> Required work:
From the entries below, tally the lines with "roads" in them and reply with that figure only.
•••
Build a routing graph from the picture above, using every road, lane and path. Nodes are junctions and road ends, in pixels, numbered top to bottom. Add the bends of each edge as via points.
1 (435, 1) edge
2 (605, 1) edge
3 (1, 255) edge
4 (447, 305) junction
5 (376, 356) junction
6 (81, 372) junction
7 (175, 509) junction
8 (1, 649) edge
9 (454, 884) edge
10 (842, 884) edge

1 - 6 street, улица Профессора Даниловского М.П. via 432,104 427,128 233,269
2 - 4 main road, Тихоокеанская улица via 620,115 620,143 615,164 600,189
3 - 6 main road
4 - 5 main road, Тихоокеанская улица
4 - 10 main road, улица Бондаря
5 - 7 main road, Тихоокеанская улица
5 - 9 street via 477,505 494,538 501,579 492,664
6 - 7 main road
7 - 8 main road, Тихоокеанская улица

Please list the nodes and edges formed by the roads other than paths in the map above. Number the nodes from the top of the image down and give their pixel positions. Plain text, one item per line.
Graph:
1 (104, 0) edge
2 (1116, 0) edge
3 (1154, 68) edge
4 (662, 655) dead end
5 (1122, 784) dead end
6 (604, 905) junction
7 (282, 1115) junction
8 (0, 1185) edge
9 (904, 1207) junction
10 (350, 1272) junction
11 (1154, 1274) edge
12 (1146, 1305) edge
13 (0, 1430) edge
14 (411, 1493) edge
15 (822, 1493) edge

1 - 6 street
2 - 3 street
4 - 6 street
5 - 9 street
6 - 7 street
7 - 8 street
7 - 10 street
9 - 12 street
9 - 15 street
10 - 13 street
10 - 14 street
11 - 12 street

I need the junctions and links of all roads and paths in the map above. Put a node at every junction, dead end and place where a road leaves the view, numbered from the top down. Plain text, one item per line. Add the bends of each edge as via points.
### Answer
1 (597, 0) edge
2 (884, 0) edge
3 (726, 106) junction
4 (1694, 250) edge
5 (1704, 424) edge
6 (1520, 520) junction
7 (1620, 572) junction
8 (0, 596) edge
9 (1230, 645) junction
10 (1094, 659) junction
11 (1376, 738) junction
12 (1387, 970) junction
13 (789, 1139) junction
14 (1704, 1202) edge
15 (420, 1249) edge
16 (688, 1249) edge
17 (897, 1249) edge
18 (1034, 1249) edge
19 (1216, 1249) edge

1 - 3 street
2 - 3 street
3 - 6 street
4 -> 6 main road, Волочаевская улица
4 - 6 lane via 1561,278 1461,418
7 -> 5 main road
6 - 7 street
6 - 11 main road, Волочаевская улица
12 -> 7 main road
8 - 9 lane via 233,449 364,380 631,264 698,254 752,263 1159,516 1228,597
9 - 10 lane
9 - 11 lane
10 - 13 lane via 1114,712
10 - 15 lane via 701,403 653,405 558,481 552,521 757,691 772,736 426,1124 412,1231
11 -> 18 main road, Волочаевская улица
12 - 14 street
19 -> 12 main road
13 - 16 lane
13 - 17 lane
•••
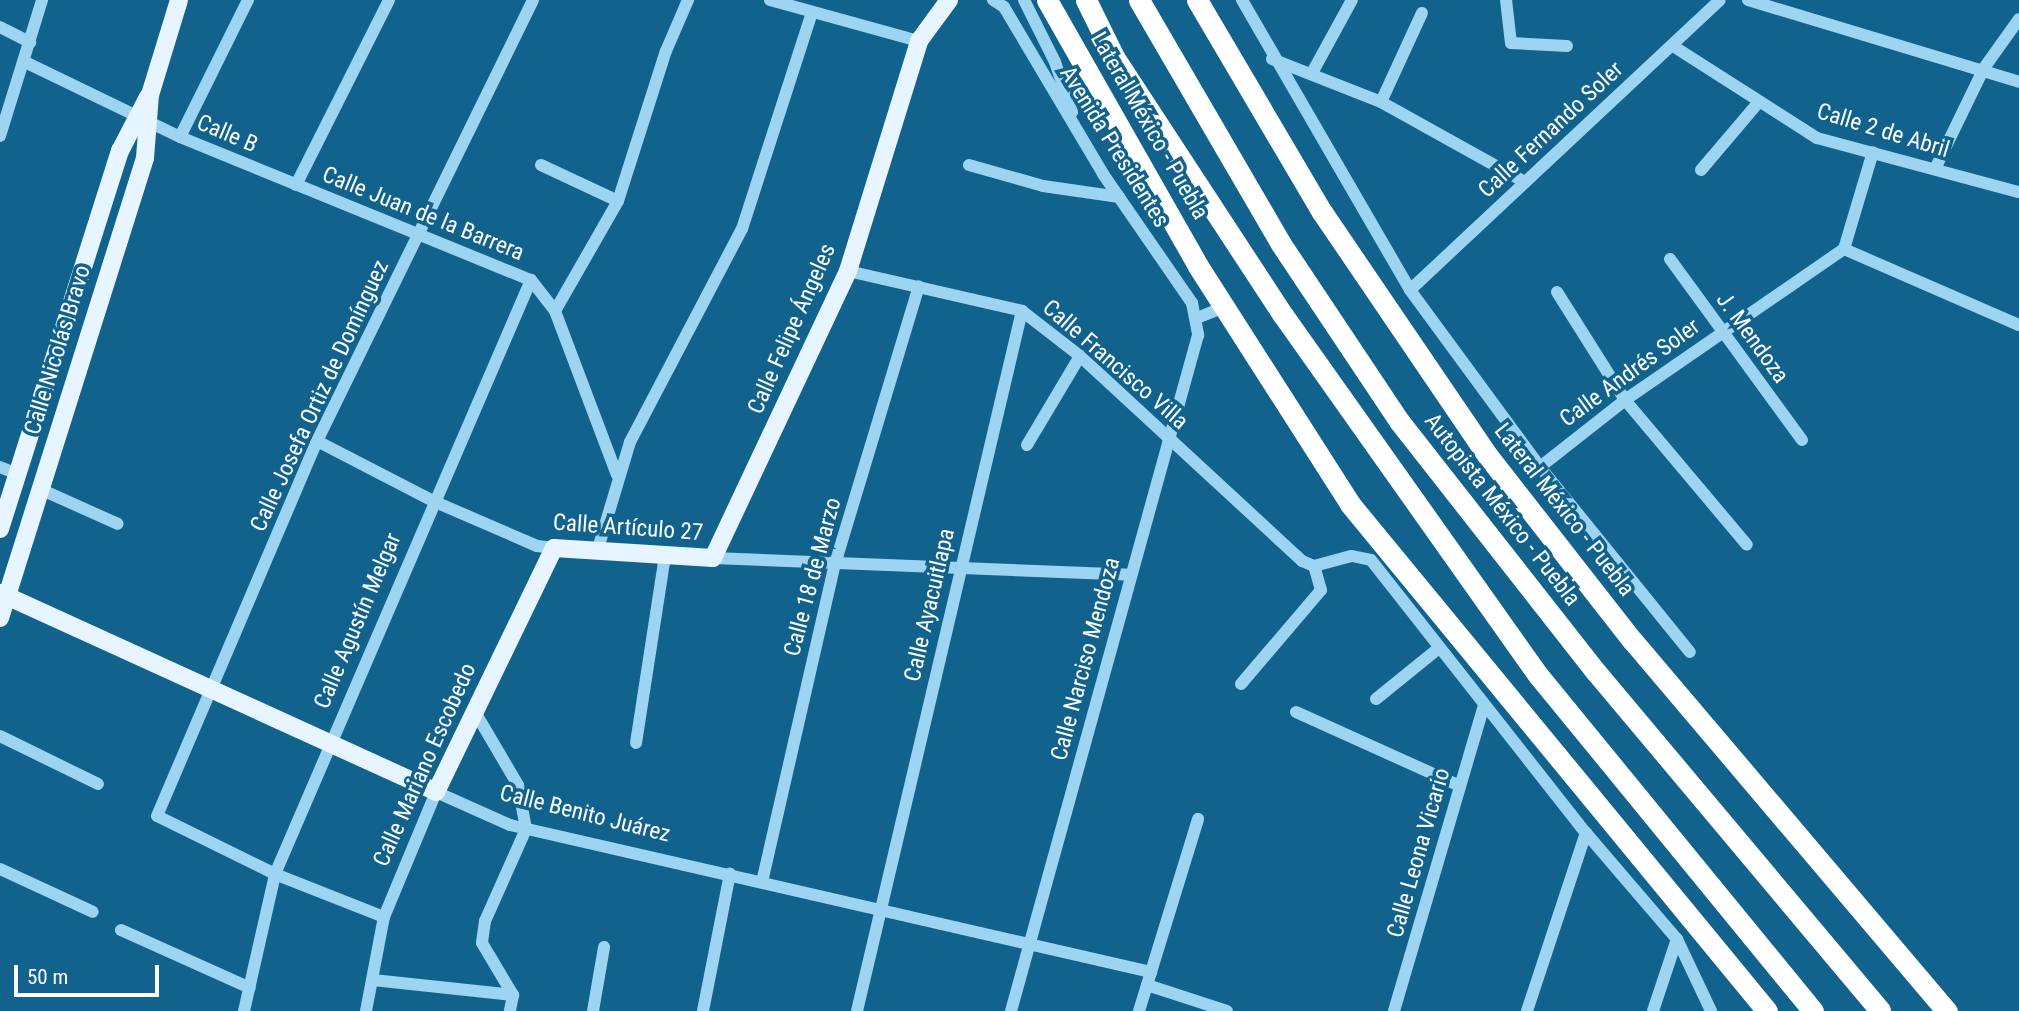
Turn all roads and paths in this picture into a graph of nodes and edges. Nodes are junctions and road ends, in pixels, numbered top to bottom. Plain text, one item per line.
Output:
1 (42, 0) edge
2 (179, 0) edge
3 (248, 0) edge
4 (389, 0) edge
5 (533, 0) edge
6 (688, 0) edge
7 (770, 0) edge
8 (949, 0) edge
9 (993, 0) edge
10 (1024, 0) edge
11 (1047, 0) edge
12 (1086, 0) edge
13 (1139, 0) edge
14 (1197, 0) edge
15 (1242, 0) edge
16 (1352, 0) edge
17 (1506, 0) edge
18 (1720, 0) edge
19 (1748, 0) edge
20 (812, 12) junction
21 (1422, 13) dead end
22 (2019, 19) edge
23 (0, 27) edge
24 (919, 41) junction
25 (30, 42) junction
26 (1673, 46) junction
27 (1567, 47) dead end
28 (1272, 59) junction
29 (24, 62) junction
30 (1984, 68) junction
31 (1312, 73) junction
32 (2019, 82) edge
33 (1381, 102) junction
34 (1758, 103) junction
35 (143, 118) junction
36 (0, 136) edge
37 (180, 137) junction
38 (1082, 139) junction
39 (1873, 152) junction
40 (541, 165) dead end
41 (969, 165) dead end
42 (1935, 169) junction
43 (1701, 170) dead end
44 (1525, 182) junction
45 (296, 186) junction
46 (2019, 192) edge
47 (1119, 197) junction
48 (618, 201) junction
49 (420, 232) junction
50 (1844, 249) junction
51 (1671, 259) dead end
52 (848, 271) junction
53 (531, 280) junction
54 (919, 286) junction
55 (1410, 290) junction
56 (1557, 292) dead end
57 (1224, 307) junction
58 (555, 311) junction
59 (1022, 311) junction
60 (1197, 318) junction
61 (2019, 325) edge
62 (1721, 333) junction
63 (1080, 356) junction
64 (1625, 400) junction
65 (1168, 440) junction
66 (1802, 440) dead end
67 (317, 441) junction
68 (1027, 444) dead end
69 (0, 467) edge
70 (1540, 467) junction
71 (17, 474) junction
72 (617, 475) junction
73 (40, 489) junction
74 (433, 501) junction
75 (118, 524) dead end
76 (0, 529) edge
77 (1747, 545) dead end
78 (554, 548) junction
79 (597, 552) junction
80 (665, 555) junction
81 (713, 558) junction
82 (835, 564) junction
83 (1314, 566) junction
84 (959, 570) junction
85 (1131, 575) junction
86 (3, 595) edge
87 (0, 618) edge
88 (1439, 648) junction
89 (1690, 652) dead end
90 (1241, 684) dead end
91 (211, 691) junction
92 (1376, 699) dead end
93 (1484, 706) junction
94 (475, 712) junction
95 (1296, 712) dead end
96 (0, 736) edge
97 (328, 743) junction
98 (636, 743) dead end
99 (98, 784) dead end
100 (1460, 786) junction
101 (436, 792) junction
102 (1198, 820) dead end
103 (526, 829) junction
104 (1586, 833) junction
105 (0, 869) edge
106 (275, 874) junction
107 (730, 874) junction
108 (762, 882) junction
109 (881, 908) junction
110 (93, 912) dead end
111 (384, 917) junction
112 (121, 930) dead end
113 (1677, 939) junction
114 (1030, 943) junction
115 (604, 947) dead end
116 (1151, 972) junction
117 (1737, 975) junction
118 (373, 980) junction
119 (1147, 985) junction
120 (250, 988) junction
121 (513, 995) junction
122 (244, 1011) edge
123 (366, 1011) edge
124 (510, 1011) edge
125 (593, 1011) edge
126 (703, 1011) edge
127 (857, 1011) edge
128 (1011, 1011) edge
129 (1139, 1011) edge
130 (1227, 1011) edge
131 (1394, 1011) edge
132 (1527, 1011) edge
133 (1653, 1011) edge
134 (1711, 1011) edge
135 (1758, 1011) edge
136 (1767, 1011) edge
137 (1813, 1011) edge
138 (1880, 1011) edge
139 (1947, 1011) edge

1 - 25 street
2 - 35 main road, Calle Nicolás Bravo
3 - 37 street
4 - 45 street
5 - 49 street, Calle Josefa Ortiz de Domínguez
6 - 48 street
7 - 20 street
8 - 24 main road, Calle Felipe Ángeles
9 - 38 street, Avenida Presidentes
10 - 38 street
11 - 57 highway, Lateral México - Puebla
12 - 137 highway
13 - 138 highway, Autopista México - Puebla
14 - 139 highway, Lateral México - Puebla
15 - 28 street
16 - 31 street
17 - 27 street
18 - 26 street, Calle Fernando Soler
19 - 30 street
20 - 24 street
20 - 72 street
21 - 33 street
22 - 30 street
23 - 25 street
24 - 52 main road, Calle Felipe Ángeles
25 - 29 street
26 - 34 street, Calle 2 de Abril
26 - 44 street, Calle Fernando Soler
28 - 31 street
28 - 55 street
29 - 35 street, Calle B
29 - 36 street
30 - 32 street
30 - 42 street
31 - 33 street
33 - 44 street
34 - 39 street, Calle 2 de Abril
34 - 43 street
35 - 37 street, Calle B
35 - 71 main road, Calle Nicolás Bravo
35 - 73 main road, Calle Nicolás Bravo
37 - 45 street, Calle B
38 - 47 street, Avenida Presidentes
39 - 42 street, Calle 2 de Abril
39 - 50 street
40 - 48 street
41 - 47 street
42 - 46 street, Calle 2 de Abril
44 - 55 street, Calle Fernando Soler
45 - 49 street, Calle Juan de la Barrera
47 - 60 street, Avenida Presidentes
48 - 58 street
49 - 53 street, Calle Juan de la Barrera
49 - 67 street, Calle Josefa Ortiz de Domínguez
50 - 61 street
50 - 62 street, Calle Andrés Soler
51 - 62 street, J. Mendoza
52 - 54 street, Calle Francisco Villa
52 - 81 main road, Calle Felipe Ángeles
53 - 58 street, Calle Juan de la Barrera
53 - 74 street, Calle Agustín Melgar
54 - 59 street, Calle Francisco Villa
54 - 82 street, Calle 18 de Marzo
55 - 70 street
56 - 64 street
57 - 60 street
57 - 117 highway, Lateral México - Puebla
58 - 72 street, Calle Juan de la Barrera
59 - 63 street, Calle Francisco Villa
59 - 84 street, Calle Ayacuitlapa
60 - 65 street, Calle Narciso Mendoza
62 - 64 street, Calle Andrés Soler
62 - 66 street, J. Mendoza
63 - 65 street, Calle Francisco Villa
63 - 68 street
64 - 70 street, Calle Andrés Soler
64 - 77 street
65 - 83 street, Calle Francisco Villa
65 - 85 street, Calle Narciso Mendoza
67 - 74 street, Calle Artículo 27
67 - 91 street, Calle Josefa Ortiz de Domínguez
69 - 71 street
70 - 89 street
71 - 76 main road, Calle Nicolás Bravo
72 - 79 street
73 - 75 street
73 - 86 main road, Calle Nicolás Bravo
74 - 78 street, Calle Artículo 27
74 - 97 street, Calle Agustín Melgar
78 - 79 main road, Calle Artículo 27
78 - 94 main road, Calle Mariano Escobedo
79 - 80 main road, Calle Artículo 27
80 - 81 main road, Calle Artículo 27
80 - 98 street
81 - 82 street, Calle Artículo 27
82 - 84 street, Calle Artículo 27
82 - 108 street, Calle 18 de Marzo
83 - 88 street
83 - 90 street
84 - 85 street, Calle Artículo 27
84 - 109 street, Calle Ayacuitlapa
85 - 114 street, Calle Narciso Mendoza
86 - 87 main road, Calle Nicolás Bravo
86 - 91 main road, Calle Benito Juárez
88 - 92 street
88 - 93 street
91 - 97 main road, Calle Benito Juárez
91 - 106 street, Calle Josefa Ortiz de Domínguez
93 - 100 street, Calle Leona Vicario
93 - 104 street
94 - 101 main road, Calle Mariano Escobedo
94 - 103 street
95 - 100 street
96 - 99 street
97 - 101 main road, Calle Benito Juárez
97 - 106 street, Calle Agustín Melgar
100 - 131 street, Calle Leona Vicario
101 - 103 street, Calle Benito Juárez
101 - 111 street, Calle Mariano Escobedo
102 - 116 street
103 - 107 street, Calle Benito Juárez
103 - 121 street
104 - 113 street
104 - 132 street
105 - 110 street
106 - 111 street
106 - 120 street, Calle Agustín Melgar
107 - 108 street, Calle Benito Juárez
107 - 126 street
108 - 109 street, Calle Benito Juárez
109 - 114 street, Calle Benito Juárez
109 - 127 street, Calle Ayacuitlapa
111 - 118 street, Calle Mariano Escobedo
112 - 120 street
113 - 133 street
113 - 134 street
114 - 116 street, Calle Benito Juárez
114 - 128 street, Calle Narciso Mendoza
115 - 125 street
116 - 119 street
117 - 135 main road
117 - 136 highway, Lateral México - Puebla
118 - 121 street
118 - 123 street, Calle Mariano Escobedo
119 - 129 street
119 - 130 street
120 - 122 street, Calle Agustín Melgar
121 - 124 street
•••
> Response box:
3